Dataset records:
[Start of section]

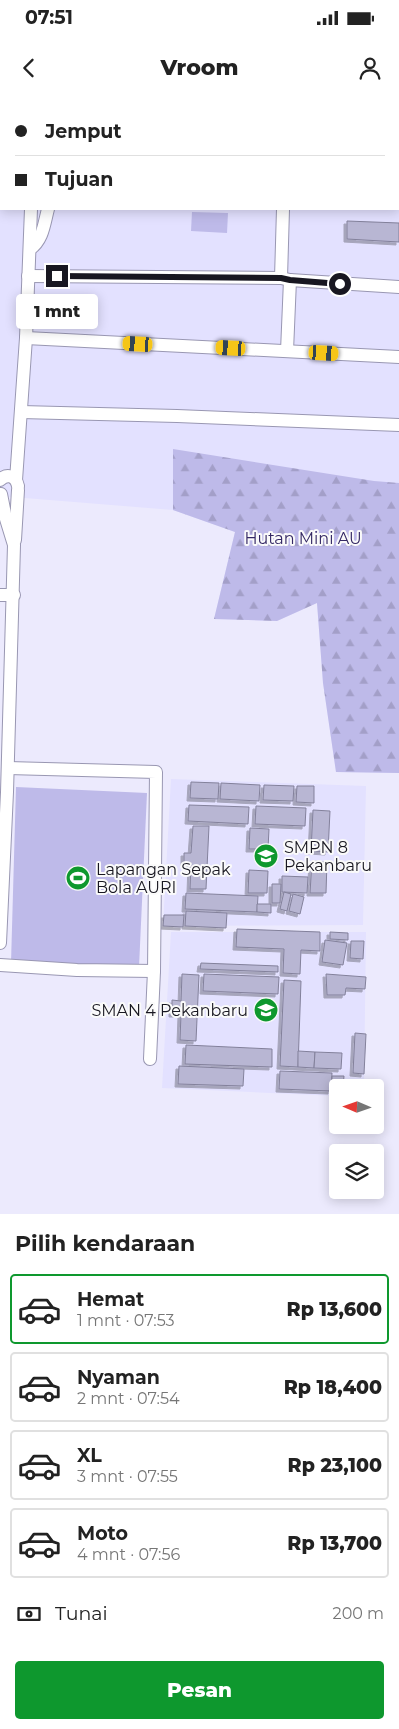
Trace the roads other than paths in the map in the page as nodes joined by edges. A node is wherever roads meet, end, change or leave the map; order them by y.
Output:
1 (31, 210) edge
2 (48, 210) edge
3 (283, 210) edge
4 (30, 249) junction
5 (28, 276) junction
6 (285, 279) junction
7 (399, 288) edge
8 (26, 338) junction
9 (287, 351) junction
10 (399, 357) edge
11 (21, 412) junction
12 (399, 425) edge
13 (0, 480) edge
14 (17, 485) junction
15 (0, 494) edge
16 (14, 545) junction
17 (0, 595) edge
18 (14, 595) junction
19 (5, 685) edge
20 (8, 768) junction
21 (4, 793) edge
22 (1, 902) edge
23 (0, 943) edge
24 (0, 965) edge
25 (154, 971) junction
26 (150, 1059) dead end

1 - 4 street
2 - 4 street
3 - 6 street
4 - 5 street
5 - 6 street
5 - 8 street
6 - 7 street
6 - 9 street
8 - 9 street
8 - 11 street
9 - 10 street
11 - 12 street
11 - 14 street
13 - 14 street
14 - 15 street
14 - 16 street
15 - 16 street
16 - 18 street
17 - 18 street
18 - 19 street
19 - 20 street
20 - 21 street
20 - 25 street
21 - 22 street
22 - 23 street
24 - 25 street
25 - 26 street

[End of section]
[Start of section]

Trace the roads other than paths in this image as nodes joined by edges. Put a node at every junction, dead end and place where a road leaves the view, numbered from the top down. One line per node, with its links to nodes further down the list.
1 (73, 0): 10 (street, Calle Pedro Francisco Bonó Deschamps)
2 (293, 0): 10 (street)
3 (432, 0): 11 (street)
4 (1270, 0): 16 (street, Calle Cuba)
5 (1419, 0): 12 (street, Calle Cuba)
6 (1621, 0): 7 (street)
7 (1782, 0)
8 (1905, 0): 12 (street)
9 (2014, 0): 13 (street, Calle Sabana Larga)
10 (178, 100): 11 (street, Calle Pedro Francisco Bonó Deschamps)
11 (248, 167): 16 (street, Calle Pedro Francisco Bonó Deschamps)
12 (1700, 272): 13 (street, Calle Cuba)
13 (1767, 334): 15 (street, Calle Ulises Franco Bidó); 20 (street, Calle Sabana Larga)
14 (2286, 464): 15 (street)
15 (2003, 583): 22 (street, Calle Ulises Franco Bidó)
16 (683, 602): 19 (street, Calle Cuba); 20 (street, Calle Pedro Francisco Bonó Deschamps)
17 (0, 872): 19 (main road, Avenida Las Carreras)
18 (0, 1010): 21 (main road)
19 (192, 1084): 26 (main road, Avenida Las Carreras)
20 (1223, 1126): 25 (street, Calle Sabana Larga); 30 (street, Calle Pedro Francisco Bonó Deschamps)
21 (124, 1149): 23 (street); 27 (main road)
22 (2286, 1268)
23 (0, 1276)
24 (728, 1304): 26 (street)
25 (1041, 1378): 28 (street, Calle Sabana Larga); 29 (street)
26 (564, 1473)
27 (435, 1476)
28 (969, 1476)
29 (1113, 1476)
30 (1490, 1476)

[End of section]
[Start of section]

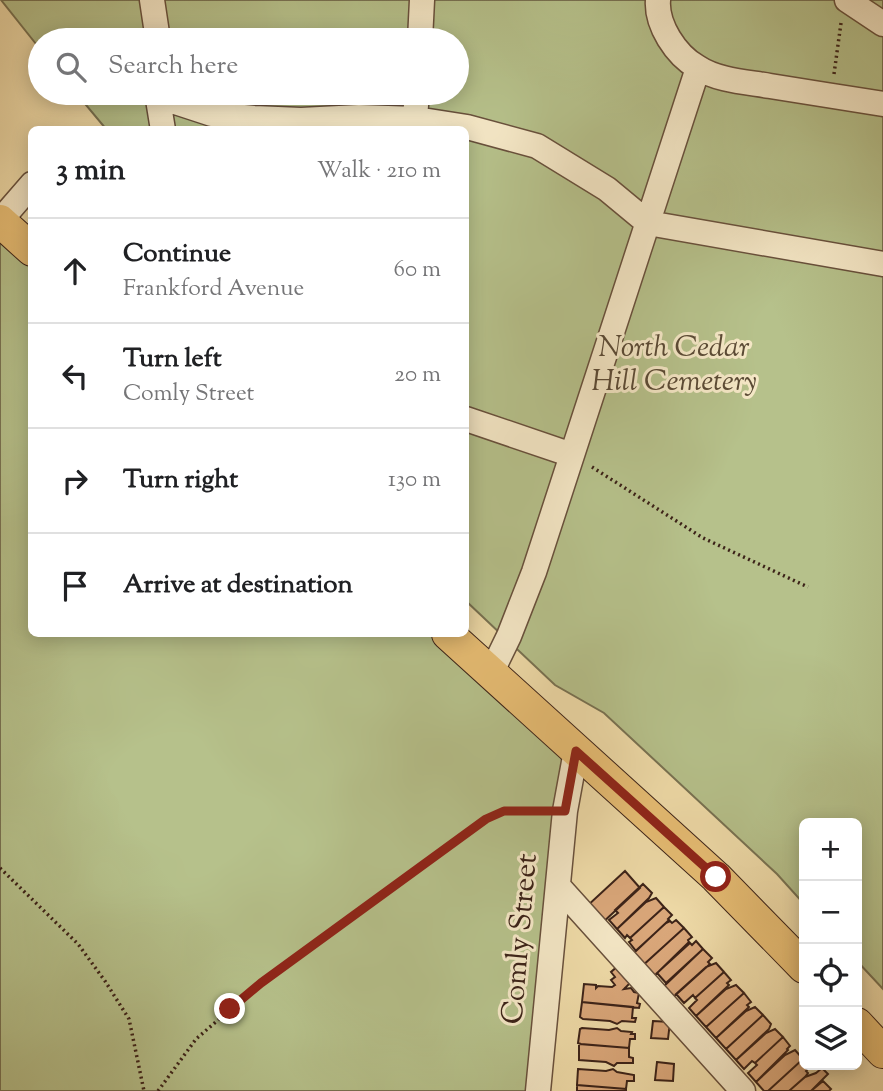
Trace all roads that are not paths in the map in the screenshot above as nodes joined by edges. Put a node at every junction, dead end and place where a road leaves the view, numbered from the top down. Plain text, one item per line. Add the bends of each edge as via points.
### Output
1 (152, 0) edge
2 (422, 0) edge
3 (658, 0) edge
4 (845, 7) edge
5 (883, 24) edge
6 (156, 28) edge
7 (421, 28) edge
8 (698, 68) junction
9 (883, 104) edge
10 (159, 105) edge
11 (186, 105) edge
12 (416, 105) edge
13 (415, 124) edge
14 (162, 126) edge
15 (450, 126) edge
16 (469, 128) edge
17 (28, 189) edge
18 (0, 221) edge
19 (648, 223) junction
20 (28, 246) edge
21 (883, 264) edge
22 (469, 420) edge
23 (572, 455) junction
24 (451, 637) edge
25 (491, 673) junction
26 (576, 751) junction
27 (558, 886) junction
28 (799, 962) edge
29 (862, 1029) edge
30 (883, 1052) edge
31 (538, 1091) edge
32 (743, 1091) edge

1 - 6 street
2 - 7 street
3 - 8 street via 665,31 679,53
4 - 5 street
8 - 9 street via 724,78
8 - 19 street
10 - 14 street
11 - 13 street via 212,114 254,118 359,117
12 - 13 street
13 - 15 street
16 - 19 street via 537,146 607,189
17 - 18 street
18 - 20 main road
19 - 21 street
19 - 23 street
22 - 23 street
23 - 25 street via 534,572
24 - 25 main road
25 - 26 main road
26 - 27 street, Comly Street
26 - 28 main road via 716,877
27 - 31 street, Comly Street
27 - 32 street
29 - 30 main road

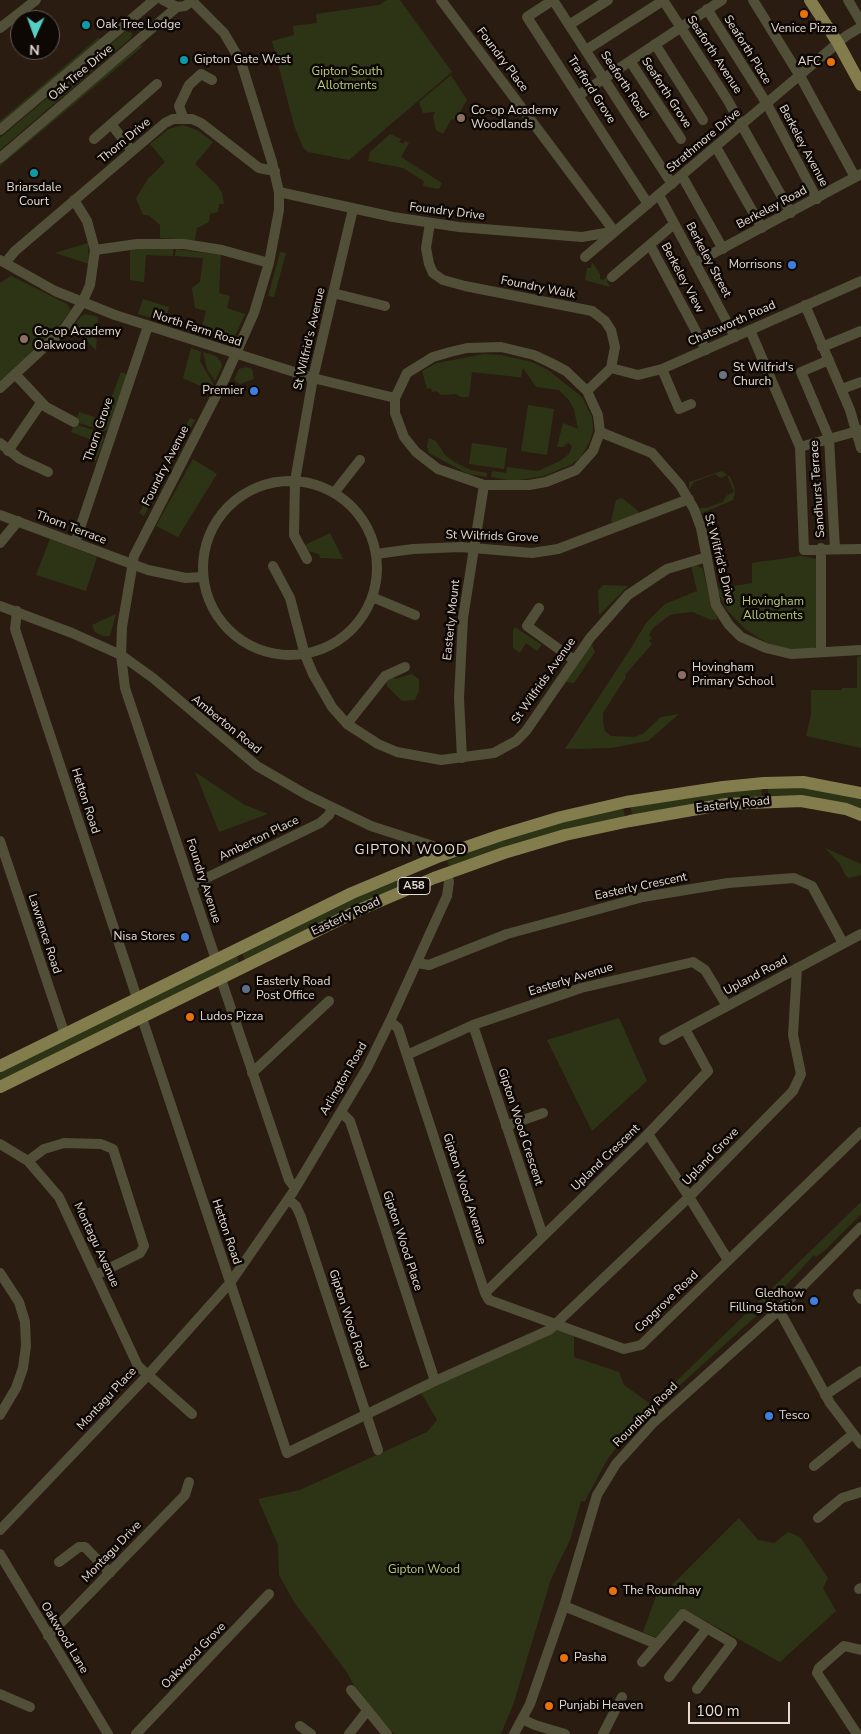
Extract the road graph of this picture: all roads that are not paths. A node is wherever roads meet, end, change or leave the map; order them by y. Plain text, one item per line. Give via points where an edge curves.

[End of section]

## WORK REQUIRED
Please return every line in the data that includes the string "wherever".

## SOLUTION TO THIS PROBLEM
Trace the roads other than paths in the map in the page as nodes joined by edges. A node is wherever roads meet, end, change or leave the map; order them by y.
Extract the road graph of this picture: all roads that are not paths. A node is wherever roads meet, end, change or leave the map; order them by y. Plain text, one item per line. Give via points where an edge curves.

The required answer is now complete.